With news emerging overnight that Corden will end his run as the host of The Late Late show and will be moving back to the UK, jubilant Brits began celebrating this morning at the possibility the star, who isn’t completely up his own arse, could be back on our domestic screens within months.
Local man Simon Williams from Leeds told us, “This is just what the country needs right now, definitely.
“Look, everyone is struggling at the moment, both financially and mentally, the government is full of twats and there is a war on Europe’s doorstep – so we needed something to cheer us up and something to look forward to.
“And what is better than that cheeky chappie, who everyone loves, and isn’t an annoying pain in the arse twat who apparently thinks he is fucking Jesus, coming back to grace us with his presence.
“Hopefully he will be on EVERY F**KING SHOW ON TV within weeks of his return, and we can hear about his amazing adventure and the journey he has been on in America, over and over again.
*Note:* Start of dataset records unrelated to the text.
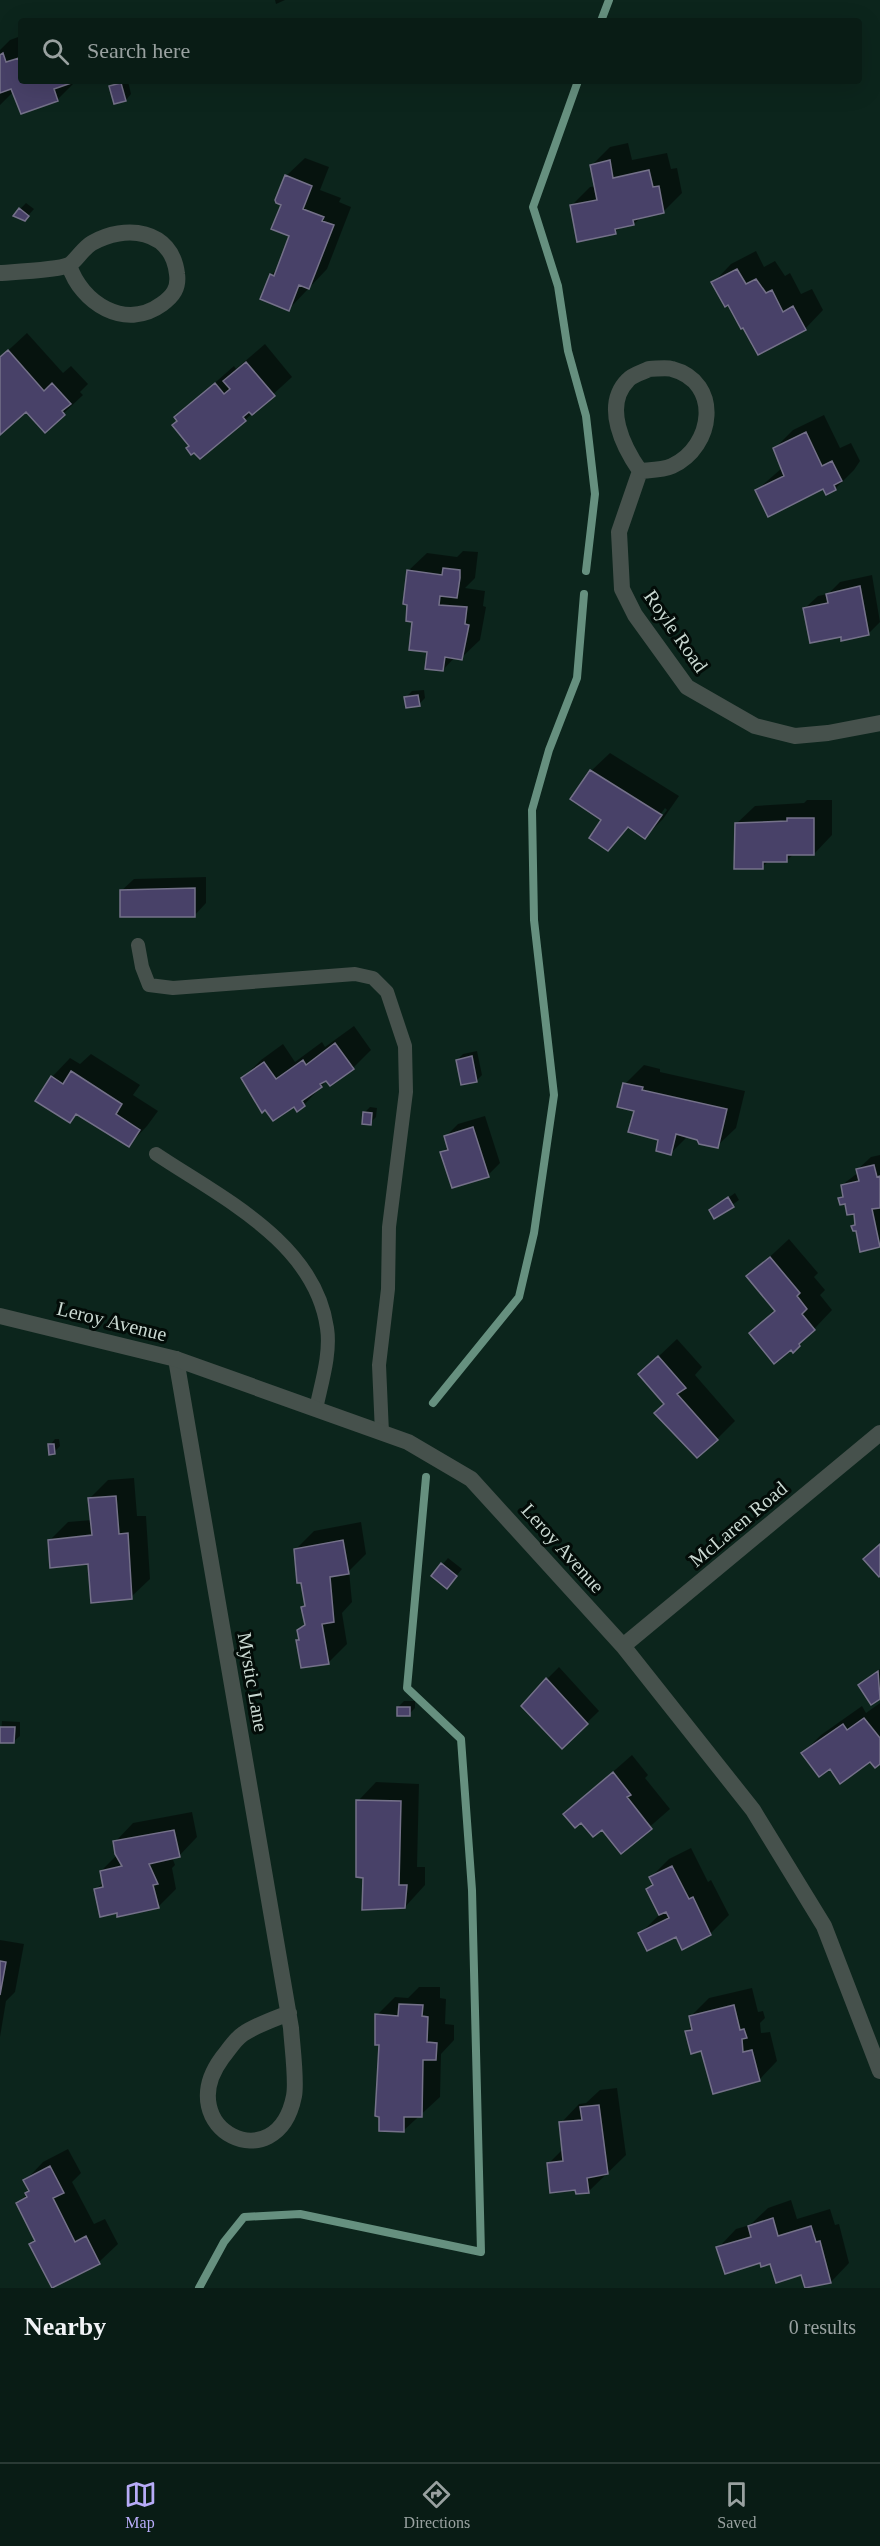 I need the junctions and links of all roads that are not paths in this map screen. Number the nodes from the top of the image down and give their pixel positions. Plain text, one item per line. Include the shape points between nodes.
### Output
1 (69, 265) junction
2 (0, 273) edge
3 (640, 471) junction
4 (880, 723) edge
5 (138, 945) dead end
6 (156, 1154) dead end
7 (0, 1316) edge
8 (176, 1359) junction
9 (316, 1409) junction
10 (382, 1433) junction
11 (880, 1433) edge
12 (623, 1647) junction
13 (289, 2013) junction
14 (880, 2071) edge

1 - 1 street via 78,253 105,237 121,233 153,235 172,257 178,288 154,310 122,315 104,309 87,296
1 - 2 street
3 - 3 street via 624,448 616,424 619,399 628,380 649,369 673,369 698,384 708,411 704,435 692,452 672,466
3 - 4 street, Royle Road via 619,532 622,589 635,615 687,687 755,726 795,736
5 - 10 lane via 149,985 173,988 355,974 373,978 387,992 405,1046 406,1092 392,1195 388,1289 379,1365
6 - 9 lane via 260,1224 296,1258 310,1279 328,1329
7 - 8 street, Leroy Avenue
8 - 9 street, Leroy Avenue
8 - 13 street, Mystic Lane
9 - 10 street, Leroy Avenue
10 - 12 street, Leroy Avenue via 432,1454 471,1479
11 - 12 street, McLaren Road
12 - 14 street, Leroy Avenue via 753,1810 824,1926
13 - 13 street, Mystic Lane via 294,2095 286,2118 272,2135 249,2142 230,2137 207,2103 210,2075 241,2034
“Obviously with the war in Ukraine, and the Cost of Living Crisis we are facing here, it will be great to have our favourite ‘comedian’ back to lift the mood of the nation.
“I just look forward to the day when he is back on Jonathan f**king Ross sat next to Piers c**ting Morgan and Jamie b*stard Oliver talking complete and utter shite.
“Finally, I will be happy again and definitely won’t want to drive into a wall just to make it all stop.”